The Global Warming Redemption

A story about global warming in 1 act.

Fat Ass: I don’t belong here! I want to go home! I want my mother!
Another Prisoner: I had your mother, she wasn’t that great!
Fat Ass: You don’t understand, I’m not supposed to be here! I didn’t do it! Global warming isn’t my fault!
Captain Hadley: I’m not gonna to count to three. I’m not even gonna count to one. You will shut the FUCK up or I’ll sing you a lullaby about how you caused global warming!
Fat Ass: (blubbers some more and gets the shit beat out of him by the Captain for both blubbering and causing global warming)
Heywood: Hey, Fat Ass. Fat Ass! Talk to me boy! I know you’re there I can hear you breathin’. Don’t you listen to these nitwits you hear me? This place ain’t so bad. Tell you what, I’ll introduce you around, make you feel right at home.
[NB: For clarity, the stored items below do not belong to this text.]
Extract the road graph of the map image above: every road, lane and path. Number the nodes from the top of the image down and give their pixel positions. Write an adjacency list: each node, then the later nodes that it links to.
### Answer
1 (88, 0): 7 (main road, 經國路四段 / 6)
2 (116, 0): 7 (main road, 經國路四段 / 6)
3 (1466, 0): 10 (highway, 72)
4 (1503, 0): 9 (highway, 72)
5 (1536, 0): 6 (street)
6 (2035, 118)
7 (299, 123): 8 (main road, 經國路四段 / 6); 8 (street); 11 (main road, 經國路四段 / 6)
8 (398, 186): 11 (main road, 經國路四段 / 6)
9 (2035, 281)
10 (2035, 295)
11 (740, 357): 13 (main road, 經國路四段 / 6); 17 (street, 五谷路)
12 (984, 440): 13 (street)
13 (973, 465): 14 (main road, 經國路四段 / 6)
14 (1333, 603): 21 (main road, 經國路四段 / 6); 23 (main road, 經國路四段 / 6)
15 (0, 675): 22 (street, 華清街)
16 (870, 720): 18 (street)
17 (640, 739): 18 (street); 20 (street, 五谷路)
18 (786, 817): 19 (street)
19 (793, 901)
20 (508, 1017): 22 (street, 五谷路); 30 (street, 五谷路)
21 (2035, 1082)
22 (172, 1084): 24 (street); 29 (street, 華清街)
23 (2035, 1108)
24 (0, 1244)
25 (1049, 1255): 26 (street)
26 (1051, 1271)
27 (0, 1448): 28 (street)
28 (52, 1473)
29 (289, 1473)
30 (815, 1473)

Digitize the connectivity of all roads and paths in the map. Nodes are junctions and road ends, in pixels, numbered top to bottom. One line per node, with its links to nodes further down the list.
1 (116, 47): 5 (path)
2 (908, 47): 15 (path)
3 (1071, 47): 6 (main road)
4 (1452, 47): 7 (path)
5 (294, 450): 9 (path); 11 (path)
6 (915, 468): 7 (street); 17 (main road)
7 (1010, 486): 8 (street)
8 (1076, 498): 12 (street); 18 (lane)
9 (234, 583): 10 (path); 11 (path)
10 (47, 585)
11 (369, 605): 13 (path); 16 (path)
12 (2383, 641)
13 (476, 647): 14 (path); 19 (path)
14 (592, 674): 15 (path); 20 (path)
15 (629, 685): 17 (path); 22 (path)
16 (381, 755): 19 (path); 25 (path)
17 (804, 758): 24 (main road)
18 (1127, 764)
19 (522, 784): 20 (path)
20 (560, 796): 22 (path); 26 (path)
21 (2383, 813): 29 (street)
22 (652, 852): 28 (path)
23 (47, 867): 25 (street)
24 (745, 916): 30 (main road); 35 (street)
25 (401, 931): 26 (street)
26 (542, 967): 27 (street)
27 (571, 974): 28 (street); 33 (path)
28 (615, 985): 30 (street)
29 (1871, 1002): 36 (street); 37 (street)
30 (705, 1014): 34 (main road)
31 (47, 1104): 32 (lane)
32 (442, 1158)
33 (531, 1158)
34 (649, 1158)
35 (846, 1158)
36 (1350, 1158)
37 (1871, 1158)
I know a couple of big old bull queers that’d just love to make you’re acquaintance. Especially that big, white, mushy butt of yours. Doin’ all that fartin, causin’ global warming. I bet you drive more than the rest of us too. Fucking caused global warming, ya Fat Ass.
Fat Ass: God! I don’t belong here! I want to go home! Global warming isn’t my fault!
Inmates: We have a winner!
Heywood: And it’s Fat Ass by a nose!

Hat Tip: The Fat Guy (touché)

Update: Just in case it’s not clear (which apparently it’s not), this is a parody based on a scene from Shawshank Redemption of what might happen (can you parody a hypothetical? Beats me) if we really believe the stupid study linked above that obese people are a cause of global warming. If people want to be (or can’t help being) obese, that is their own choice (usually) and we don’t need to be make things worse by telling them global warming is their fault which it isn’t, if it’s even happening at all, which it might not be. Clear as mud? Great.